Tuesday, 03 de December de 2024 ISSN 1519-7670 - Ano 24 - nº 1316

Veículo da imprensa operária é alvo de hackers

(Foto: Darwin Laganzon/Pixabay)

Em suas reflexões sobre o conceito de hegemonia, o filósofo italiano Antonio Gramsci concluiu que o surgimento de uma nova forma de organização social que supere o sistema capitalista requer ir além de apenas modificar a propriedade dos meios de produção. É preciso que a classe operária tenha sua própria imprensa, para que assim possa criar mecanismos de expressão contrários à ideologia burguesa difundida pelos veículos de comunicação hegemônicos.

No Brasil, um exemplo emblemático desse tipo de imprensa pleiteada por Gramsci pode ser encontrado no jornal eletrônico Diário Causa Operária (DCO), que desde 2003 traz matérias com temáticas de interesse da classe trabalhadora.
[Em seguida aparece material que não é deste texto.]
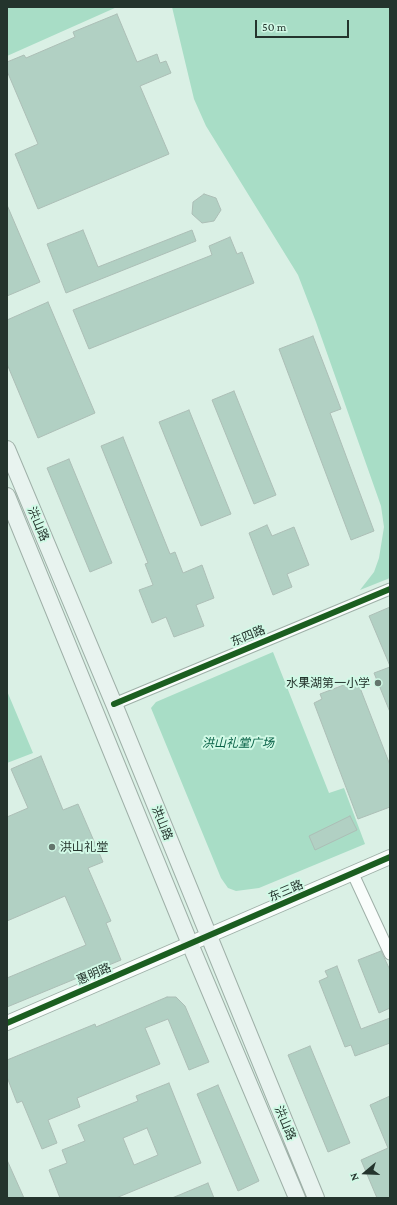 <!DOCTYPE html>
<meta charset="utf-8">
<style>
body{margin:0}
#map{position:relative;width:397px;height:1205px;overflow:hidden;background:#daf0e5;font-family:"Crimson Pro",serif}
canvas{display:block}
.frame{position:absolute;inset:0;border:8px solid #24342d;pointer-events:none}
.north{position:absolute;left:345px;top:1153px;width:40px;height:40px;-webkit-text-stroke:3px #d1f9e6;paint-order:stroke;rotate:251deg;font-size:11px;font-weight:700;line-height:16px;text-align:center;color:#24342d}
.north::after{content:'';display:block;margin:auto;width:14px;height:18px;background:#24342d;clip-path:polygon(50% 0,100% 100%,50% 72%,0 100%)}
.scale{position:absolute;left:255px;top:20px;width:94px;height:18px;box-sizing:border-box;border:2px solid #24342d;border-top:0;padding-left:5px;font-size:12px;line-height:14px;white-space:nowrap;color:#24342d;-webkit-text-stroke:3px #d1f9e6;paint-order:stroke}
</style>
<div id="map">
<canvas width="397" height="1205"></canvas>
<div class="frame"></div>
<div class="north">N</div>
<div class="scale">50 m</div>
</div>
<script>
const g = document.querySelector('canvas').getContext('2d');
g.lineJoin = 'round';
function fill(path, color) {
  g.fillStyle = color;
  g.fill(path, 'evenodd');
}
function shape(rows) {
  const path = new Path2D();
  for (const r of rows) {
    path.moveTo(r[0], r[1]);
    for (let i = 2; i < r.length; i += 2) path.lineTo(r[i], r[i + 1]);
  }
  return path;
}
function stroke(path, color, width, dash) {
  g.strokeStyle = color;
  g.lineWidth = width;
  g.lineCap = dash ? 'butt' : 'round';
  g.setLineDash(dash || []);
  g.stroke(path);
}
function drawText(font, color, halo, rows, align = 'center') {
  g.font = font + ' "Crimson Pro","Noto Sans SC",serif';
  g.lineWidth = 4;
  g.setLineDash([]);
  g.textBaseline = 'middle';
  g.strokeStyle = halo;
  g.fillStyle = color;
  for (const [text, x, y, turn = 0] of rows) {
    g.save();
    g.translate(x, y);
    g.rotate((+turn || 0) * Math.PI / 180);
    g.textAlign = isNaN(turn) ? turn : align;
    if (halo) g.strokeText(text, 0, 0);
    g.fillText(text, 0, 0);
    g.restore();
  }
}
fill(shape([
 [7,7,117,7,7,56],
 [172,7,390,7,390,578,360,590,374,572,379,558,384,527,381,506,316,322,298,275,206,126,194,99],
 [273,652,329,793,344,788,365,844,259,888,236,891,228,888,221,878,151,708,156,702],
 [7,691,33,753,7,763]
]), '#a8ddc6');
const building = shape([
 [117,14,137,62,157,54,160,63,166,61,171,73,140,86,169,154,38,209,15,154,38,144,7,71,7,62,24,55,26,58,75,37,73,32,117,14],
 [204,194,216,198,221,210,214,221,202,223,192,214,193,202,204,194],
 [7,205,40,282,7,296,7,205],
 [83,230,98,267,192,230,196,241,66,293,47,244,83,230],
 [230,237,237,254,242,252,254,283,89,349,73,310,212,255,209,246,230,237],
 [48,302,95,413,38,438,7,364,7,320,48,302],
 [313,336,341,409,330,413,374,531,351,540,279,349,313,336],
 [234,391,276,495,254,504,212,400,234,391],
 [189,410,231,514,201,526,159,422,189,410],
 [123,437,170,554,175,552,183,573,202,565,214,598,196,605,204,626,174,637,166,617,152,623,139,590,153,585,145,564,148,563,101,446,123,437],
 [69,459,112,563,90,572,47,468,69,459],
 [267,525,272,536,294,527,309,565,287,574,292,587,273,595,249,533,267,525],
 [390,607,390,666,369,616,390,607],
 [390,667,390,712,374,673,390,667],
 [357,680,390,765,390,807,358,819,314,703,322,699,320,694,357,680],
 [41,756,63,810,78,804,103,862,88,868,111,921,106,923,121,960,7,1007,7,978,86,945,65,896,7,921,7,817,28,808,11,769,41,756],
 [350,816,357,830,315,850,309,836,350,816],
 [381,951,390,970,390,1008,379,1013,358,960,381,951],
 [337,966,361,1029,390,1018,390,1043,355,1056,351,1045,345,1047,319,981,328,977,325,971,337,966],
 [167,997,176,997,185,1006,209,1062,189,1070,168,1019,145,1028,160,1064,77,1098,80,1107,48,1120,57,1143,42,1149,22,1101,17,1103,7,1077,7,1060,95,1024,96,1027,167,997],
 [310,1046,350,1143,328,1152,288,1055,310,1046],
 [169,1083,201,1163,116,1198,60,1198,49,1170,67,1163,62,1150,85,1141,78,1125,138,1101,136,1096,169,1083],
 [147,1128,158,1155,134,1165,123,1138,147,1128],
 [218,1085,259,1181,238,1191,197,1094,218,1085],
 [390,1096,390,1198,377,1198,361,1160,388,1148,370,1105,390,1096],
 [7,1160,24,1198,7,1198,7,1160],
 [208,1183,214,1198,172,1198,208,1183]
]);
fill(building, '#b1d0c3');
stroke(building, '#acbeb6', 1);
const minor = shape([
 [114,704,390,589],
 [353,874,390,954]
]);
const tertiary = shape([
 [7,1023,390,857]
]);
const secondary = shape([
 [7,449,114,704,316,1198],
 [7,496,190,944,297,1198]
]);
stroke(minor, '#9fb0a8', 13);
stroke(tertiary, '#9fb0a8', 16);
stroke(secondary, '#9fb0a8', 18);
stroke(minor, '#f9fdfb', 11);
stroke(tertiary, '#f9fdfb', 14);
stroke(secondary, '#e8f3ef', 16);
stroke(shape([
 [114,704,390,589],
 [7,1023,390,857]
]), '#1b5e20', 6);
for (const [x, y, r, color] of [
 [378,683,4,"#64766d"],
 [52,847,4,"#64766d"]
]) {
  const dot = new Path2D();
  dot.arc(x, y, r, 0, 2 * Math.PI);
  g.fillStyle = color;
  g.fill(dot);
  stroke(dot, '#d1f9e6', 1.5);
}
drawText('12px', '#24342d', '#d1f9e6', [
 ["洪山路",38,524,67],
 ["东四路",248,636,-22],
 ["洪山路",162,823,68],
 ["东三路",286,891,-23],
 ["惠明路",94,974,-23],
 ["洪山路",285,1123,67]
]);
drawText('12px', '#24342d', '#d1f9e6', [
 ["水果湖第一小学",370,683],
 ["洪山礼堂",60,847,"left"]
], 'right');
drawText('italic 12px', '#096247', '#d1f9e6', [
 ["洪山礼堂广场",238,743]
]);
</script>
Nos últimos anos, o DCO tem se destacado como um veículo combativo que vem denunciando todos as manobras políticas feitas pela elite econômica com apoio da grande mídia.

Em suas edições, advertiu sobre as tentativas de setores conservadores de se apropriarem das jornadas de junho de 2013; posicionou-se contra o movimento político que culminou no impeachment de Dilma Rousseff e, recentemente, ao contrário da maioria da esquerda, criticou a chamada “Frente Ampla”, que nada mais é do que uma capciosa maneira de colar a imagem de “democrata” aos responsáveis, justamente, pelos recentes ataques à democracia no Brasil.

Como é de se esperar, este tipo de liberdade editorial desagrada a muita gente. Não por acaso, o DCO é alvo constante dos discursos raivosos dos haters, de amplos espectros ideológicos.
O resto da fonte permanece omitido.